Brief:
Reproduce the listing that follows in full. Omit its images.

Records for processing:
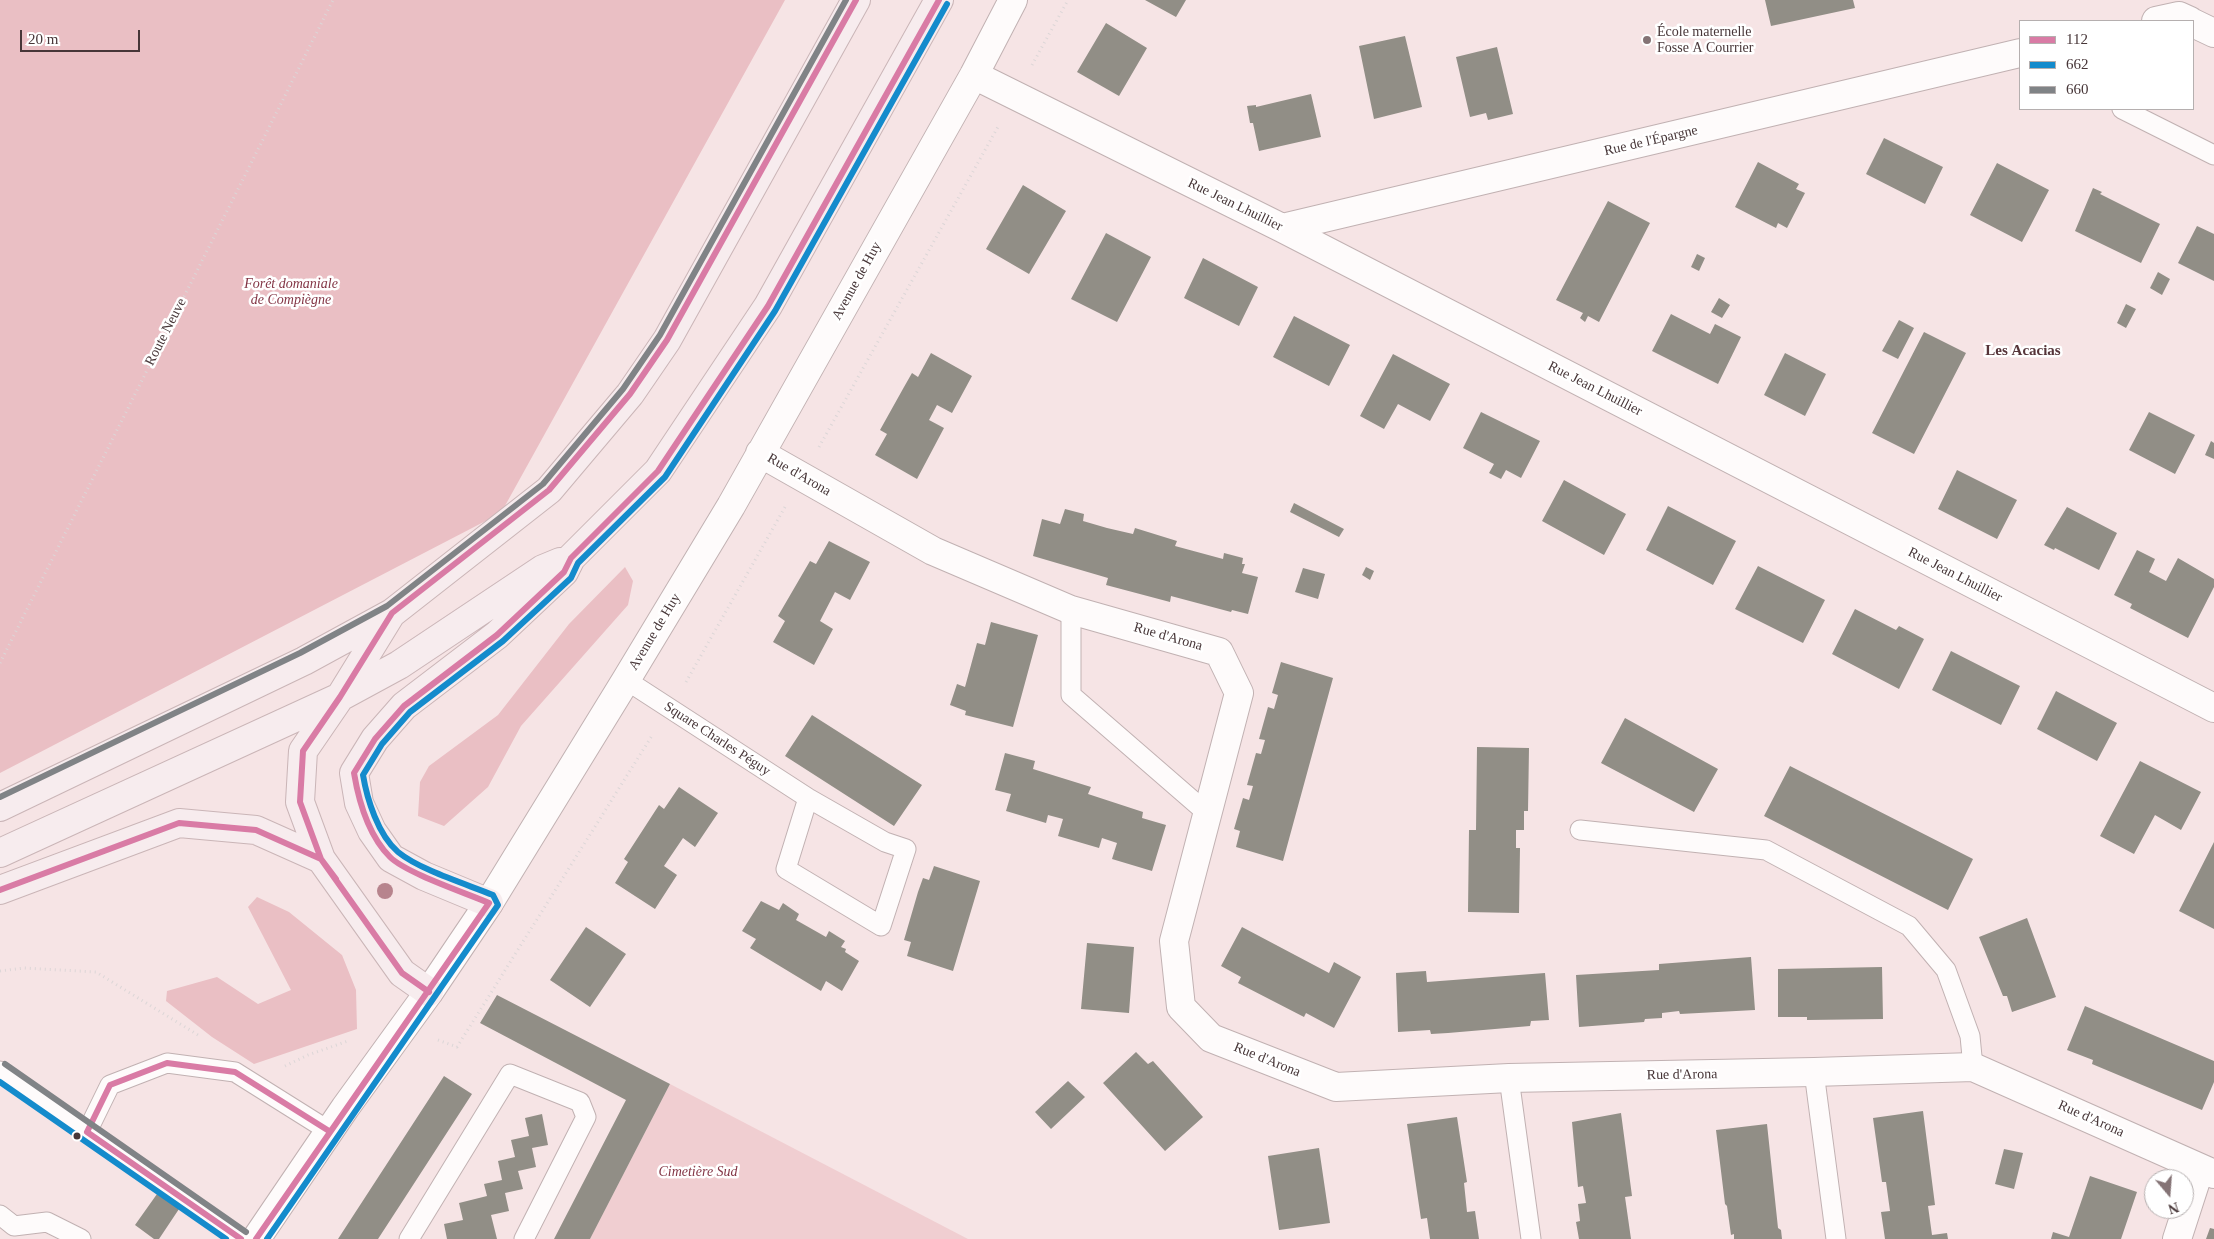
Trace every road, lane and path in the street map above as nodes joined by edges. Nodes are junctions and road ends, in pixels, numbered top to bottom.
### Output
1 (333, 0) edge
2 (856, 0) edge
3 (939, 0) edge
4 (1014, 0) edge
5 (1068, 0) edge
6 (2161, 20) edge
7 (2187, 20) edge
8 (2194, 23) edge
9 (2214, 33) edge
10 (2019, 55) edge
11 (974, 75) junction
12 (1015, 96) junction
13 (2124, 110) edge
14 (2214, 155) edge
15 (1282, 228) junction
16 (760, 453) junction
17 (802, 477) junction
18 (571, 558) junction
19 (1071, 610) junction
20 (392, 613) junction
21 (0, 663) edge
22 (626, 680) junction
23 (340, 697) junction
24 (670, 708) junction
25 (2214, 708) edge
26 (808, 798) junction
27 (0, 807) edge
28 (1207, 812) junction
29 (1580, 830) dead end
30 (0, 853) edge
31 (321, 858) junction
32 (0, 890) edge
33 (489, 903) junction
34 (0, 971) edge
35 (429, 992) junction
36 (200, 1036) dead end
37 (457, 1046) dead end
38 (1973, 1067) junction
39 (0, 1071) edge
40 (1814, 1072) junction
41 (1509, 1078) junction
42 (329, 1131) junction
43 (87, 1132) junction
44 (2207, 1171) edge
45 (0, 1215) edge
46 (81, 1239) edge
47 (241, 1239) edge
48 (256, 1239) edge
49 (409, 1239) edge
50 (524, 1239) edge
51 (1531, 1239) edge
52 (1836, 1239) edge
53 (2177, 1239) edge

1 - 21 path, Route Neuve
2 - 20 main road
3 - 18 main road
4 - 11 street, Avenue de Huy
5 - 12 path
6 - 7 street
8 - 9 street
10 - 15 street, Rue de l'Épargne
11 - 12 street, Rue Jean Lhuillier
11 - 16 street, Avenue de Huy
12 - 15 street, Rue Jean Lhuillier
12 - 17 path
13 - 14 lane
15 - 25 street, Rue Jean Lhuillier
16 - 17 street, Rue d'Arona
16 - 22 street, Avenue de Huy
17 - 19 street, Rue d'Arona
17 - 24 path
18 - 23 main road
18 - 33 main road
19 - 28 lane
19 - 28 street, Rue d'Arona
20 - 23 main road
20 - 27 main road
22 - 24 lane, Square Charles Péguy
22 - 33 street, Avenue de Huy
23 - 30 main road
23 - 31 main road
24 - 26 lane, Square Charles Péguy
24 - 37 path
26 - 26 lane, Square Charles Péguy
28 - 41 street, Rue d'Arona
29 - 38 lane
31 - 32 main road
31 - 35 main road
33 - 35 street, Avenue de Huy
34 - 36 path
35 - 42 street, Avenue de Huy
38 - 40 street, Rue d'Arona
38 - 44 street, Rue d'Arona
39 - 43 lane
40 - 41 street, Rue d'Arona
40 - 52 lane
41 - 51 lane
42 - 43 lane
42 - 48 street, Avenue de Huy
43 - 47 lane
44 - 53 street
45 - 46 lane
49 - 50 lane

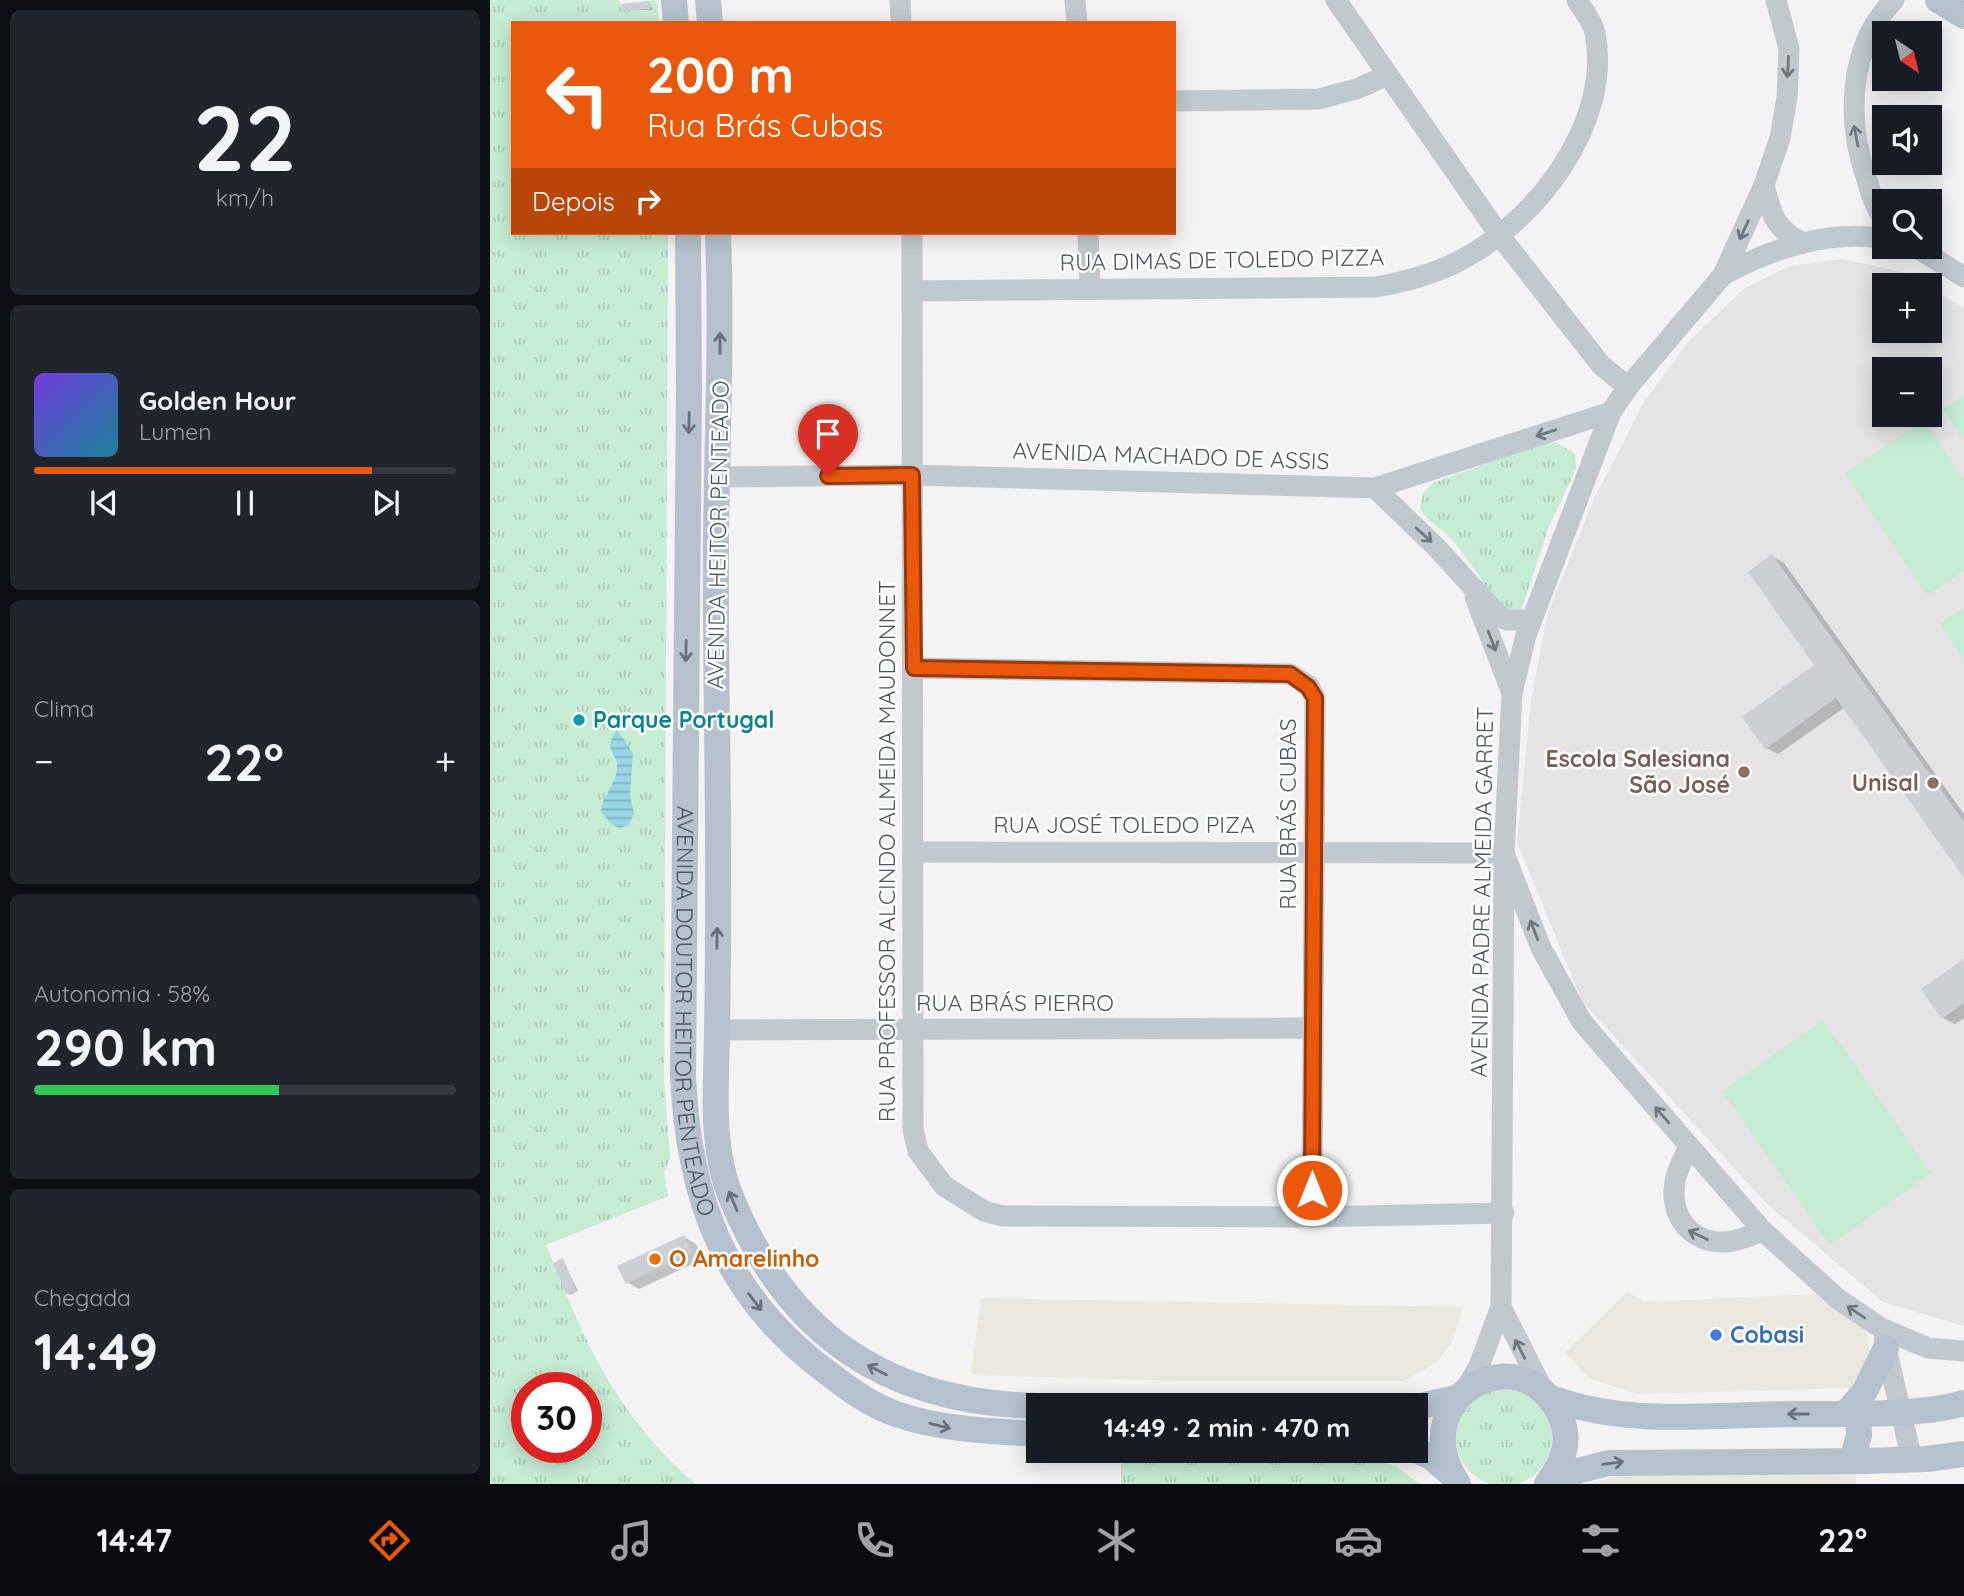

Result of the exercise:
Trace every road, lane and path in the street map above as nodes joined by edges. Nodes are junctions and road ends, in pixels, numbered top to bottom.
### Output
1 (333, 0) edge
2 (856, 0) edge
3 (939, 0) edge
4 (1014, 0) edge
5 (1068, 0) edge
6 (2161, 20) edge
7 (2187, 20) edge
8 (2194, 23) edge
9 (2214, 33) edge
10 (2019, 55) edge
11 (974, 75) junction
12 (1015, 96) junction
13 (2124, 110) edge
14 (2214, 155) edge
15 (1282, 228) junction
16 (760, 453) junction
17 (802, 477) junction
18 (571, 558) junction
19 (1071, 610) junction
20 (392, 613) junction
21 (0, 663) edge
22 (626, 680) junction
23 (340, 697) junction
24 (670, 708) junction
25 (2214, 708) edge
26 (808, 798) junction
27 (0, 807) edge
28 (1207, 812) junction
29 (1580, 830) dead end
30 (0, 853) edge
31 (321, 858) junction
32 (0, 890) edge
33 (489, 903) junction
34 (0, 971) edge
35 (429, 992) junction
36 (200, 1036) dead end
37 (457, 1046) dead end
38 (1973, 1067) junction
39 (0, 1071) edge
40 (1814, 1072) junction
41 (1509, 1078) junction
42 (329, 1131) junction
43 (87, 1132) junction
44 (2207, 1171) edge
45 (0, 1215) edge
46 (81, 1239) edge
47 (241, 1239) edge
48 (256, 1239) edge
49 (409, 1239) edge
50 (524, 1239) edge
51 (1531, 1239) edge
52 (1836, 1239) edge
53 (2177, 1239) edge

1 - 21 path, Route Neuve
2 - 20 main road
3 - 18 main road
4 - 11 street, Avenue de Huy
5 - 12 path
6 - 7 street
8 - 9 street
10 - 15 street, Rue de l'Épargne
11 - 12 street, Rue Jean Lhuillier
11 - 16 street, Avenue de Huy
12 - 15 street, Rue Jean Lhuillier
12 - 17 path
13 - 14 lane
15 - 25 street, Rue Jean Lhuillier
16 - 17 street, Rue d'Arona
16 - 22 street, Avenue de Huy
17 - 19 street, Rue d'Arona
17 - 24 path
18 - 23 main road
18 - 33 main road
19 - 28 lane
19 - 28 street, Rue d'Arona
20 - 23 main road
20 - 27 main road
22 - 24 lane, Square Charles Péguy
22 - 33 street, Avenue de Huy
23 - 30 main road
23 - 31 main road
24 - 26 lane, Square Charles Péguy
24 - 37 path
26 - 26 lane, Square Charles Péguy
28 - 41 street, Rue d'Arona
29 - 38 lane
31 - 32 main road
31 - 35 main road
33 - 35 street, Avenue de Huy
34 - 36 path
35 - 42 street, Avenue de Huy
38 - 40 street, Rue d'Arona
38 - 44 street, Rue d'Arona
39 - 43 lane
40 - 41 street, Rue d'Arona
40 - 52 lane
41 - 51 lane
42 - 43 lane
42 - 48 street, Avenue de Huy
43 - 47 lane
44 - 53 street
45 - 46 lane
49 - 50 lane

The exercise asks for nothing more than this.